*PROBLEM TO WORK ON*: Every line that contains the word "button" should be copied from the records below.
>>>
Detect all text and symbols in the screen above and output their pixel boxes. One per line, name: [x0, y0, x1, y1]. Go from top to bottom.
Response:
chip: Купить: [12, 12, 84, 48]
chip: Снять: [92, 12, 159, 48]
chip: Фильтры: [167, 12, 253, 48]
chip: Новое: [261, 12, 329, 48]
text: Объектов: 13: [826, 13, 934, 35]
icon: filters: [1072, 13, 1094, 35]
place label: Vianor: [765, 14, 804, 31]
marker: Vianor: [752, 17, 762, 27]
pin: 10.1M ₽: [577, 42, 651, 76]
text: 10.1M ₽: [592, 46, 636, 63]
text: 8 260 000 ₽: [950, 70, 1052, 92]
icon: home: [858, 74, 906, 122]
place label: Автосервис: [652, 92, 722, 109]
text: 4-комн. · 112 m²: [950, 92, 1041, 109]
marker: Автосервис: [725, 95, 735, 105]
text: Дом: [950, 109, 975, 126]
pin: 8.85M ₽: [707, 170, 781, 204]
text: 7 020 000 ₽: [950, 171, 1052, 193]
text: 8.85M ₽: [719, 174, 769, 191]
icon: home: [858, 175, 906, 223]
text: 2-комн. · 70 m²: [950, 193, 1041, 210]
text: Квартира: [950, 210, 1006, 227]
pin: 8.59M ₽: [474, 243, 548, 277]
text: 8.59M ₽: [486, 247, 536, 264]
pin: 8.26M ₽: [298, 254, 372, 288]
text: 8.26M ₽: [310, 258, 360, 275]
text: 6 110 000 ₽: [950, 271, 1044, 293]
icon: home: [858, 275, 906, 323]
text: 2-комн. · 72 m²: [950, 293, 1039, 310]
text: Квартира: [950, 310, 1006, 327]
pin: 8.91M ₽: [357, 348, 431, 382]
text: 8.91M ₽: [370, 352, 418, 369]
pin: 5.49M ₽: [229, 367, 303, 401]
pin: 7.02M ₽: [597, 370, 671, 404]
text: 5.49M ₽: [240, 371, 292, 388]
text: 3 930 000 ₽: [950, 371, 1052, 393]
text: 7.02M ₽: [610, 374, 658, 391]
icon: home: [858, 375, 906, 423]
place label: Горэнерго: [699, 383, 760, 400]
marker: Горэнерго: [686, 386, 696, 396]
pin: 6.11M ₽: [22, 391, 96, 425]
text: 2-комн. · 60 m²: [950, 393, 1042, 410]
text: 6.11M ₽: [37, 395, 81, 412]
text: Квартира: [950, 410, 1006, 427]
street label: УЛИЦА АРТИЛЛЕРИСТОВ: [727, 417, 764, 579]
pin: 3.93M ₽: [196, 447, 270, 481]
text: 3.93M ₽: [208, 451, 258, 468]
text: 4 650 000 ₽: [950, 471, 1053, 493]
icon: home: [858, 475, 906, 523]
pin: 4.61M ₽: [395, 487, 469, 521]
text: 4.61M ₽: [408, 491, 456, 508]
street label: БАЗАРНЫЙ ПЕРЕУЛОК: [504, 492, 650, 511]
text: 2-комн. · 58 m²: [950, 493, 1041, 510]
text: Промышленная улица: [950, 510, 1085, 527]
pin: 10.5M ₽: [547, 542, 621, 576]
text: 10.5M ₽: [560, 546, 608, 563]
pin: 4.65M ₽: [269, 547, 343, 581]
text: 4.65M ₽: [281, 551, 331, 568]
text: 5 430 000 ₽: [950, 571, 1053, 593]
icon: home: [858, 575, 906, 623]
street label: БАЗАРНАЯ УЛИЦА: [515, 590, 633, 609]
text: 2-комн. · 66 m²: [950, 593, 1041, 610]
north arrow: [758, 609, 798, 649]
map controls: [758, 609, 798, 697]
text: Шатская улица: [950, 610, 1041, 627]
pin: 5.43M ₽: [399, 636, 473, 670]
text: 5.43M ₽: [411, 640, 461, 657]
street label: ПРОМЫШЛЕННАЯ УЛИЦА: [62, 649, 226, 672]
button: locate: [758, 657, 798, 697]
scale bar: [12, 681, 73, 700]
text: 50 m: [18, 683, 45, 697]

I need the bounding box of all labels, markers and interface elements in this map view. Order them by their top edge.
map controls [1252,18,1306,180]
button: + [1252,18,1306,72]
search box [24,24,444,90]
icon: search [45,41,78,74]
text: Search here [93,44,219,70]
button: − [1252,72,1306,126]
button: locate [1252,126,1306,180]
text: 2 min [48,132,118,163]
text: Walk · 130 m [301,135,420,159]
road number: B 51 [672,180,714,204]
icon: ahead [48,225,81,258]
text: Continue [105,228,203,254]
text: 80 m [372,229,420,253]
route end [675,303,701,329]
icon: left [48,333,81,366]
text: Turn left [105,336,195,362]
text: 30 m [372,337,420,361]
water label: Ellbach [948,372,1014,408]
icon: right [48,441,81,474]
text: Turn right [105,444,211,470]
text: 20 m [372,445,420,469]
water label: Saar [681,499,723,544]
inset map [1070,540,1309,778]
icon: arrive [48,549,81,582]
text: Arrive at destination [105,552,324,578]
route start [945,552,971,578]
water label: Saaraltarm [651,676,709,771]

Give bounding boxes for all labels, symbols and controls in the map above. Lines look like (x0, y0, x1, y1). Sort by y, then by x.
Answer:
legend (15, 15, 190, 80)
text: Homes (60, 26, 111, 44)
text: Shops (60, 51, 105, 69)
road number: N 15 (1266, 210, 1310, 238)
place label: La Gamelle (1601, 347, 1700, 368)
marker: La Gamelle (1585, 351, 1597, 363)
<<<
*SOLUTION TO THIS TASK*:
button: locate: [758, 657, 798, 697]
button: + [1252,18,1306,72]
button: − [1252,72,1306,126]
button: locate [1252,126,1306,180]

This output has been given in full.